(Saved entries):
◆ ◆ ◆ ◆ ◆ ◆ ◆

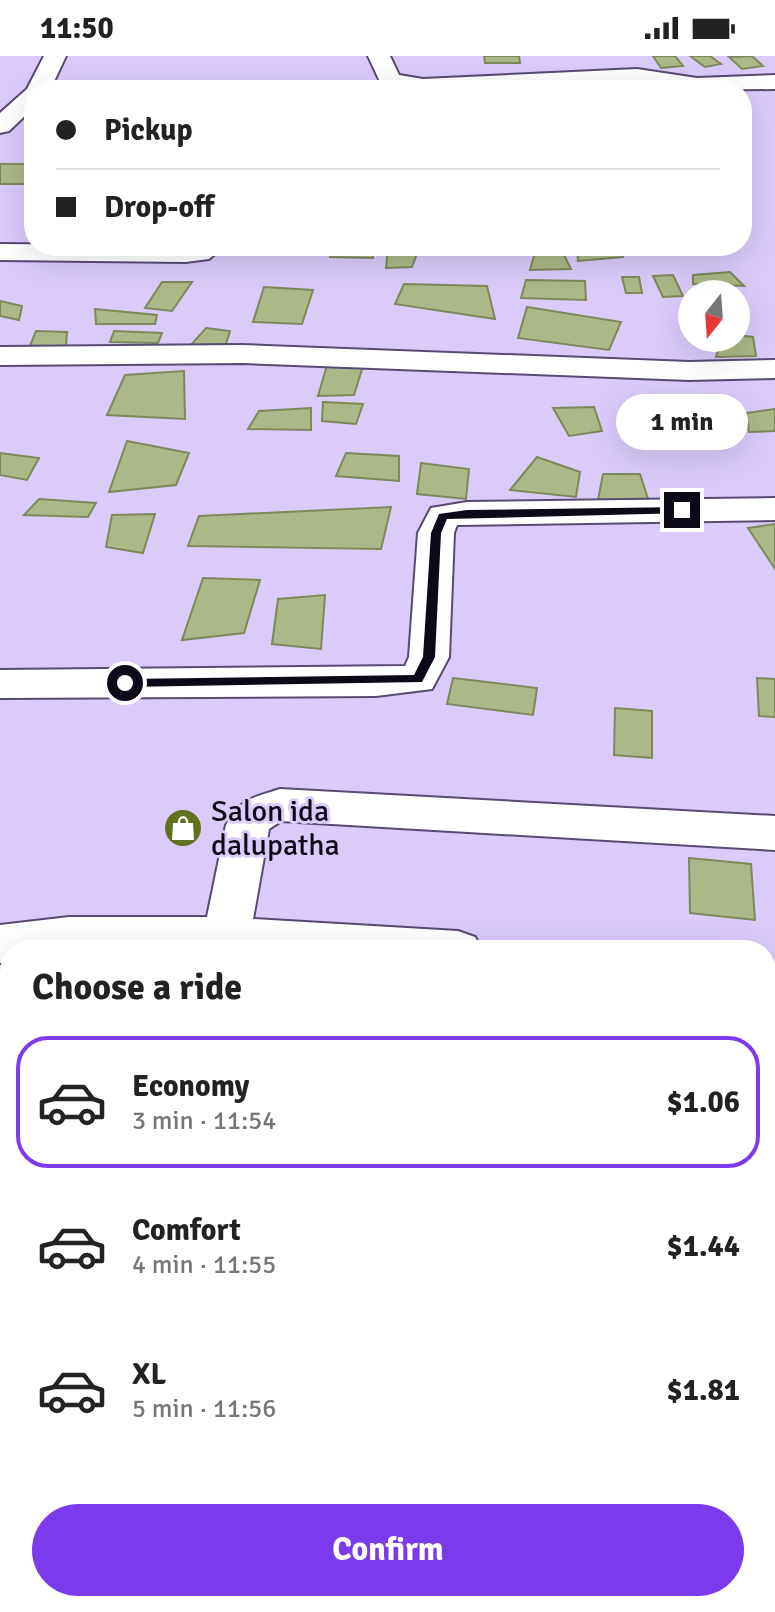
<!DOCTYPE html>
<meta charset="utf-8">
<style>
:root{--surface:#fff;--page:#f6f6f6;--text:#222;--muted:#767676;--line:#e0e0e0;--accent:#7c3aed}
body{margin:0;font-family:Signika,sans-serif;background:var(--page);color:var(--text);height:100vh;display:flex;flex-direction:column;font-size:30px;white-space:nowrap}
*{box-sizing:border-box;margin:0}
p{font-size:26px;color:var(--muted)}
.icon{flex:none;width:44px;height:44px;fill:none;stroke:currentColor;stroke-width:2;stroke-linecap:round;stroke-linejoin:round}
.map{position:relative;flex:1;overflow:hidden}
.drawer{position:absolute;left:0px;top:884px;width:776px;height:672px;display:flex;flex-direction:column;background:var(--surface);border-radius:32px 32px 0 0;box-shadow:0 8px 32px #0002}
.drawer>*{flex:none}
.hud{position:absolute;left:24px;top:24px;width:728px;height:176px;border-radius:32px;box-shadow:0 8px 32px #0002;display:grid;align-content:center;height:176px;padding:0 32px;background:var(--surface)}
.needle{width:52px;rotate:197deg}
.fabs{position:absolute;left:678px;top:224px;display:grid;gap:16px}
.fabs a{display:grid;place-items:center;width:72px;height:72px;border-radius:50%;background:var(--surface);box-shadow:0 8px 32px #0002;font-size:40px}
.end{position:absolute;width:36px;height:36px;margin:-18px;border:10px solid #0e0918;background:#fff;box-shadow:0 0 0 4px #fff}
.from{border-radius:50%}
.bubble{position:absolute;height:56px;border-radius:28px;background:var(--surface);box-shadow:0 8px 32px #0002;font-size:26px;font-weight:700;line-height:56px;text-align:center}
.hud b{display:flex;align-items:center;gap:28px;height:76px;font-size:30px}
.hud b+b{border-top:2px solid var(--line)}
.hud i{width:20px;height:20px;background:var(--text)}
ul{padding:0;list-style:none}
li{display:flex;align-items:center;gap:24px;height:132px;margin:0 16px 12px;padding:0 16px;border:4px solid transparent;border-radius:32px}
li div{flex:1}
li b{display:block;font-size:30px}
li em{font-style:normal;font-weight:700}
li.active{border-color:var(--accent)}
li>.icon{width:72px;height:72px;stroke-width:1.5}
h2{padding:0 32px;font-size:36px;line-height:96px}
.button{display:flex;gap:16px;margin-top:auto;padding:16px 32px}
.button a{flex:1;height:92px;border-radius:48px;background:var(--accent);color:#fff;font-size:32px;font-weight:700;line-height:92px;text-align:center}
.status{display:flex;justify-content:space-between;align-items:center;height:56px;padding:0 40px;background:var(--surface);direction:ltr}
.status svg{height:22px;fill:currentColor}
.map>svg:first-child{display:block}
</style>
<div class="status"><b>11:50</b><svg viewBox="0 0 49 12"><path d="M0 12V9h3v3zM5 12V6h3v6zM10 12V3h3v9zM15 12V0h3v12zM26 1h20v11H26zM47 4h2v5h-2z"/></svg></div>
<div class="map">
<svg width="775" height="1556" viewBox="0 0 775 1556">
<rect width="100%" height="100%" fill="#dacbfb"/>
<g fill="#acb887" stroke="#7e895a" stroke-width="2">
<polygon points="484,0 519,0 520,7 485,7"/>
<polygon points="653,0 675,0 683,10 661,12"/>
<polygon points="690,0 710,0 721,8 705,11"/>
<polygon points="752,0 763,10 742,13 729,1"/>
<rect x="0" y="108" width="34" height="20"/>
<polygon points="335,190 371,190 373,202 330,201"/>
<polygon points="388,190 420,190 412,211 386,212"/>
<polygon points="577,190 625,190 623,201 578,205"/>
<polygon points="535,196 563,197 571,213 530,214"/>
<polygon points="730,216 744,230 693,228 693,219"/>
<polygon points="673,219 683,240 663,241 653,220"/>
<polygon points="622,221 639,221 642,237 626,237"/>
<polygon points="526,224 585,225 586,244 521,242"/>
<polygon points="162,226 192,226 172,255 145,252"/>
<polygon points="404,228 487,230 495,263 395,248"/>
<polygon points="264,231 313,234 302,268 253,266"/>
<polygon points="0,245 22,250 19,264 0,260"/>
<polygon points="527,251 621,266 609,294 518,282"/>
<polygon points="95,253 157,259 155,268 96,268"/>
<polygon points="206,272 230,275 225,291 190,290"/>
<polygon points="36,275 67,276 66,291 29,292"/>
<polygon points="114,275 162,277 158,287 110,286"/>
<polygon points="736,279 753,281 756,300 716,301 722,282 736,282"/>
<polygon points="327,309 363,310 354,339 318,340"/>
<polygon points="184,315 185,363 107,359 125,319"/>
<polygon points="323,346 363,348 356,368 322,365"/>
<polygon points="594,351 602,375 569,380 553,352"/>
<polygon points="311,352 311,374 248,373 259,355"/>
<polygon points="775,353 775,375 749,376 746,357"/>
<polygon points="127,385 189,397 176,429 109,436"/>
<polygon points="0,397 39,402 27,424 0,419"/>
<polygon points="346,397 399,400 399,425 336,420"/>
<polygon points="537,401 580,416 576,441 510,434"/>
<polygon points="421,407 469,413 466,443 417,438"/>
<polygon points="603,418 640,418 649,446 598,444"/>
<polygon points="39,443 96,447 88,461 24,459"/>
<polygon points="391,451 381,493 188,490 199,460"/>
<polygon points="155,458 143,497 106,491 112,459"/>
<polygon points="775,468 775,513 748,472"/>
<polygon points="203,522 260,524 244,577 182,584"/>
<polygon points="325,539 321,593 272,588 278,543"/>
<polygon points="453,622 537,632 533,659 447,648"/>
<polygon points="757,622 775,623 775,661 759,660"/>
<polygon points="615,652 652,655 652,702 614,699"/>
<polygon points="689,802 751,808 755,864 690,857"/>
<polygon points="771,983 775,996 775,1053 766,1054 766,984"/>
</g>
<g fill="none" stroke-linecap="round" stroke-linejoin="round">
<defs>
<g id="street">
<polygon points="44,0 66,0 50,34 34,34 34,51 9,75 0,77 0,57 27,33"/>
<polygon points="368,0 390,0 399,19 423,23 637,13 697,22 775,19 775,33 683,34 637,27 488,34 403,34 382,30"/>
<polygon points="0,188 224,190 209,203 186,206 0,204"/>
<polygon points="242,289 689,306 775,304 775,322 689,324 242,307 0,309 0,291"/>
<polygon points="775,442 775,464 457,469 454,477 449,601 432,633 376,640 0,642 0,614 405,610 409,601 418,477 431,452 467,446"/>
<path d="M280,733L775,760V794L281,765L269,773L253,863L458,875L475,881L482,894H10V906L0,907V869L69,861H207L226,769C241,742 252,742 280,733Z"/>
<polygon points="10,1154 10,1253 0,1257 0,1158"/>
</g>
</defs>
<use href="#street" stroke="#584a73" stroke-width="4"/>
<use href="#street" fill="#fff" fill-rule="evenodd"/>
</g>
<polygon fill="#0e0918" points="682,451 686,452 686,457 447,463 441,477 435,601 422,626 125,631 119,627 125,623 414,619 423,601 431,477 439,458 467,454"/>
<defs>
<symbol id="shop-disc" viewBox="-11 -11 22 22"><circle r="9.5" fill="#62711d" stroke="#dacbfb"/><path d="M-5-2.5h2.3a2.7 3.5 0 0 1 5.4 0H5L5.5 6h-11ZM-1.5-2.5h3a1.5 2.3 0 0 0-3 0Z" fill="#fff"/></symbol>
</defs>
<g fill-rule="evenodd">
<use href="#shop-disc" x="161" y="750" width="44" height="44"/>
</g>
<g text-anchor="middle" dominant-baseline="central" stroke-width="6" stroke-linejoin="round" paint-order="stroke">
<g font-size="30" fill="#0e0918" stroke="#dacbfb" text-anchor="start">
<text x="211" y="755">Salon ida<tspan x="211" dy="34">dalupatha</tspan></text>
</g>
</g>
</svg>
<div class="fabs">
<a><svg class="needle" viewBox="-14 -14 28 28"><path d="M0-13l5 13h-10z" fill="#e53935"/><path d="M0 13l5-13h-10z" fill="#767676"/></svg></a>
</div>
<i class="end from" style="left:125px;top:627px"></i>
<i class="end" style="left:682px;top:454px"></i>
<div class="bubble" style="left:616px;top:338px;width:132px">1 min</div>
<div class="hud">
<b><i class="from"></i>Pickup</b>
<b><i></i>Drop-off</b>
</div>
<section class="drawer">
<h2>Choose a ride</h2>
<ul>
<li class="active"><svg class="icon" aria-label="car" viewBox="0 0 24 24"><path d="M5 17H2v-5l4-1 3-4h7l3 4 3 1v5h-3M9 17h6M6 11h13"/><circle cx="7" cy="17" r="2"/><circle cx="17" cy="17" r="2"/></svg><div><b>Economy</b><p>3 min · 11:54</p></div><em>$1.06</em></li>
<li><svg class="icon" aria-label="car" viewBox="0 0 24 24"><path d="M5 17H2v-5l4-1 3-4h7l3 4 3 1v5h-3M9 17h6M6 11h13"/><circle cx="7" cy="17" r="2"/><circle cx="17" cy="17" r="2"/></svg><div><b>Comfort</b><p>4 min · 11:55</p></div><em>$1.44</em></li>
<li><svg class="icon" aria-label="car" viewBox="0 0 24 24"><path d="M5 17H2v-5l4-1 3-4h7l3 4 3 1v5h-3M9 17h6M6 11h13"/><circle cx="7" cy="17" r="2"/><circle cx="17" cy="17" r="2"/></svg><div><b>XL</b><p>5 min · 11:56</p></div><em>$1.81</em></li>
</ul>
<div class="button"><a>Confirm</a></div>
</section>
</div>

◆ ◆ ◆ ◆ ◆ ◆ ◆

(WHAT THE EXERCISE ASKS):
If a line of the data contains "column", copy it out.

(EXERCISE ANSWER):
body{margin:0;font-family:Signika,sans-serif;background:var(--page);color:var(--text);height:100vh;display:flex;flex-direction:column;font-size:30px;white-space:nowrap}
.drawer{position:absolute;left:0px;top:884px;width:776px;height:672px;display:flex;flex-direction:column;background:var(--surface);border-radius:32px 32px 0 0;box-shadow:0 8px 32px #0002}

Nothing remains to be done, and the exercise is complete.